Irmã de Deolane Bezerra, Daniele Bezerra comentou sobre a prisão da irmã, nesta quarta-feira (4/9). Por meio do Instagram, a advogada diz que o mandado de prisão foi cumprido contra a influenciadora e sua mãe, Solange Bezerra, e esclareceu os fatos.
“Hoje, pela manhã, a Polícia Civil do Estado do Pernambuco cumpriu um mandado de prisão preventiva contra a minha irmã, Deolane Bezerra, e a minha mãe, Solange Alves”, iniciou.
Daniele ainda disse que a polícia foi até a casa de sua irmã, Dayanne, em São Paulo, para cumprir mandado de busca e “apreenderam alguns objetos de valor, dentre eles relógios e dinheiro”:
“Eu venho aqui falar para vocês que até o momento o que sabemos sobre isso é que é um processo relacionado a empresa Esporte da Sorte. Não sabemos o real motivo disso.”
“Mas sabemos que essa é uma empresa que atua em todo o Brasil, com diversos influenciadores, com diversas emissoras de televisão, e, até onde sei, uma empresa idônea. Mais uma vez, a minha família está sendo perseguida. Mais uma vez venho aqui, com a minha cara a bater, falar que estamos sendo perseguidas e que vamos provar a nossa inocência, custe o que custar. Espero que não venham especular e não me perguntem nada. O que eu tinha pra dizer eu disse aqui. Não temos vergonha e não devemos nada”, completou Daniele.
Prisão de Deolane Bezerra
A Polícia Civil de Pernambuco deflagrou nesta quarta-feira (4/9) a Operação Integration. Com o objetivo de acabar com um esquema de lavagem de dinheiro e jogos ilegais, a advogada e influenciadora Deolane Bezerra foi presa.

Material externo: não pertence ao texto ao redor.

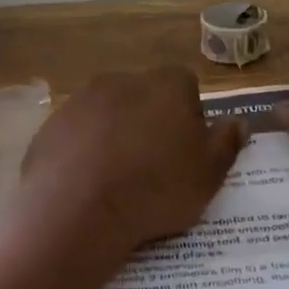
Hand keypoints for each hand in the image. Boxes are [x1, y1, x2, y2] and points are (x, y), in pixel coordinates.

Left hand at [20, 67, 246, 251]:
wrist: (78, 208)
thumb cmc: (155, 188)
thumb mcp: (208, 174)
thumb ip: (226, 142)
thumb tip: (237, 122)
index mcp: (166, 85)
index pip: (186, 85)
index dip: (189, 116)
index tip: (185, 151)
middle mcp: (122, 80)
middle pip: (145, 96)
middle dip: (149, 122)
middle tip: (152, 167)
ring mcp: (81, 100)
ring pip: (107, 113)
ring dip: (114, 135)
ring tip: (116, 179)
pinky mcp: (51, 125)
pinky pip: (77, 134)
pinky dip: (83, 151)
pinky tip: (86, 184)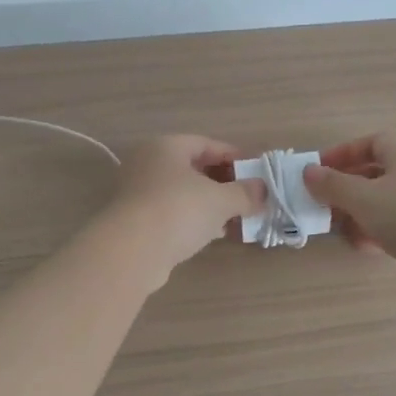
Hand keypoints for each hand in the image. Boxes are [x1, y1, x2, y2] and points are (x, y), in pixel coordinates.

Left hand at [100, 135, 265, 284]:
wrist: (131, 251)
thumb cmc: (178, 210)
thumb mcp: (220, 199)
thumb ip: (245, 193)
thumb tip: (263, 190)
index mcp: (166, 146)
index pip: (207, 144)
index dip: (235, 157)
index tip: (257, 174)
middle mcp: (148, 163)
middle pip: (194, 168)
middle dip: (223, 183)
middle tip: (248, 198)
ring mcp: (138, 192)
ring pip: (183, 193)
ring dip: (209, 204)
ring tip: (236, 218)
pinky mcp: (135, 220)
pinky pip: (172, 213)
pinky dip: (193, 219)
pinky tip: (212, 234)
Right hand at [303, 134, 395, 284]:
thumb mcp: (362, 197)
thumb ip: (332, 184)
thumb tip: (308, 171)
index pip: (372, 142)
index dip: (344, 152)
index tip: (320, 169)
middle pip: (375, 173)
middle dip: (346, 186)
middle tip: (323, 200)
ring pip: (382, 201)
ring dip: (357, 211)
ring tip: (337, 226)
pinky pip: (394, 225)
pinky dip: (374, 230)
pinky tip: (360, 245)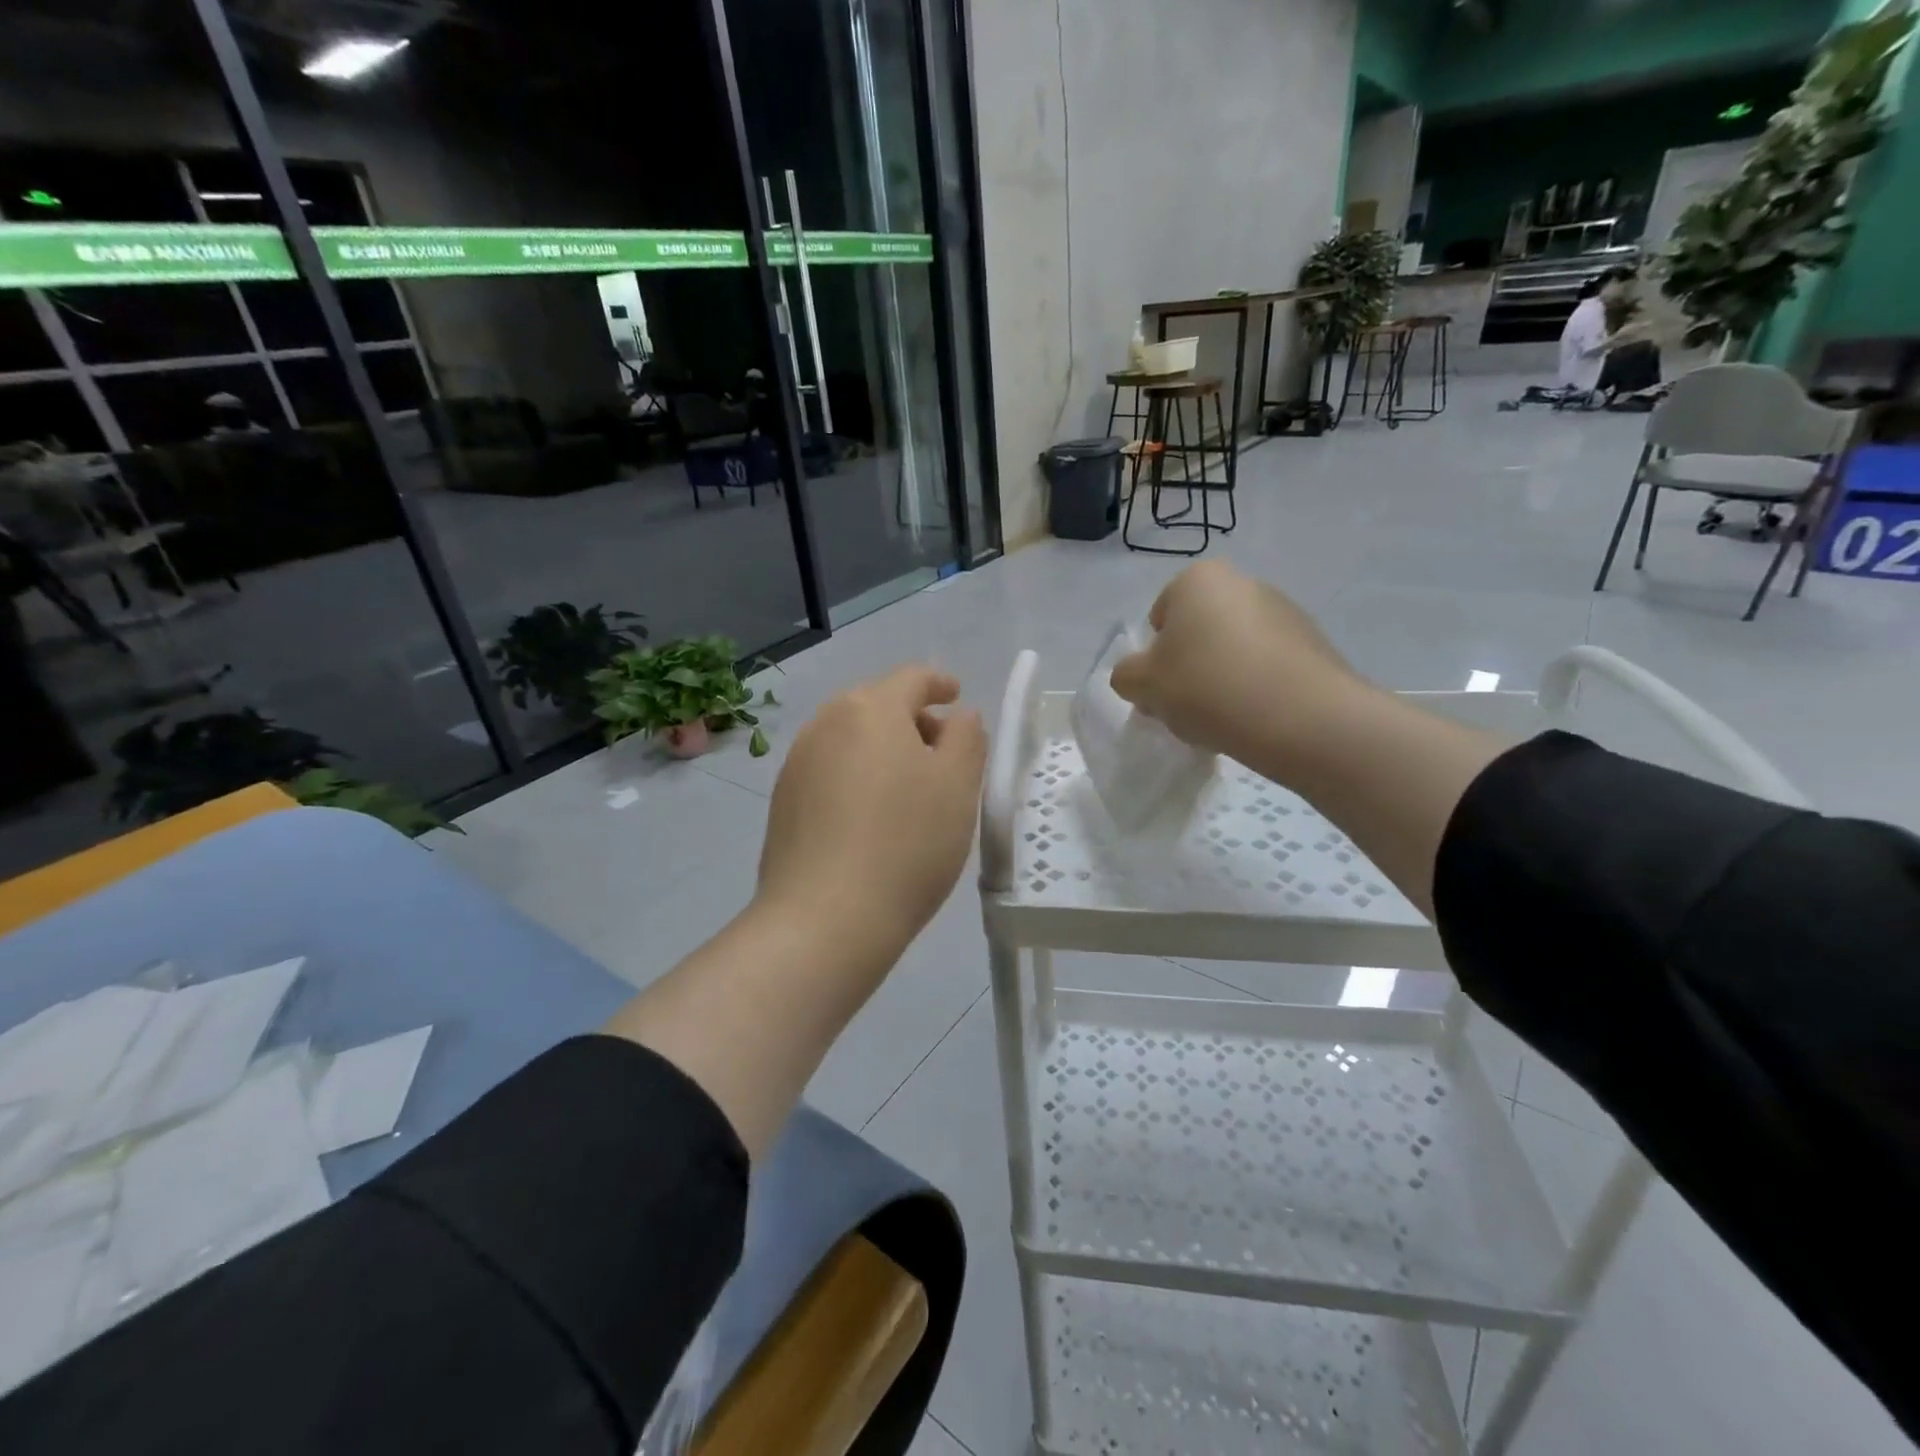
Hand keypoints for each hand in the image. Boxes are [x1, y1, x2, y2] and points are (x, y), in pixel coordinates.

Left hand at [756, 665, 987, 969]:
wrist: (825, 919)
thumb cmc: (907, 843)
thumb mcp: (958, 786)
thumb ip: (966, 738)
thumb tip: (959, 715)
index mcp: (870, 708)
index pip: (912, 677)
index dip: (939, 683)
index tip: (957, 697)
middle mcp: (826, 723)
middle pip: (876, 704)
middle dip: (912, 719)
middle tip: (941, 752)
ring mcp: (797, 762)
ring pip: (850, 738)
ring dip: (882, 748)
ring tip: (907, 787)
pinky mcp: (783, 801)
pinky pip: (829, 770)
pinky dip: (856, 776)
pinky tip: (869, 816)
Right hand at [1110, 561, 1362, 765]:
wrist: (1302, 718)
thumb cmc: (1208, 687)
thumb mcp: (1143, 685)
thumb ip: (1127, 675)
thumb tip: (1141, 676)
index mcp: (1199, 580)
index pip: (1159, 616)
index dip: (1155, 657)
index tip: (1163, 688)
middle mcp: (1244, 583)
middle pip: (1199, 632)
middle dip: (1190, 666)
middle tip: (1188, 707)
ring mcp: (1285, 611)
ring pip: (1234, 650)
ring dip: (1223, 679)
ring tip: (1224, 719)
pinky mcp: (1314, 645)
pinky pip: (1267, 667)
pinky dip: (1255, 688)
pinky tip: (1255, 719)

A investigação foi iniciada em abril do ano passado. As informações são da CNN, confirmadas pela coluna Na Mira.
De acordo com a polícia, são 19 mandados de prisão e 24 de busca e apreensão contra os suspeitos de envolvimento no esquema. Ainda há 170 agentes em Campina Grande (PB), Barueri (SP), Cascavel (PR), Curitiba (PR) e Goiânia (GO), além de Recife.
O sequestro de bens e valores, além do bloqueio judicial de recursos, são de mais de R$ 2 bilhões. Em Recife, ações foram realizadas em um prédio de luxo na orla de Boa Viagem, na zona sul.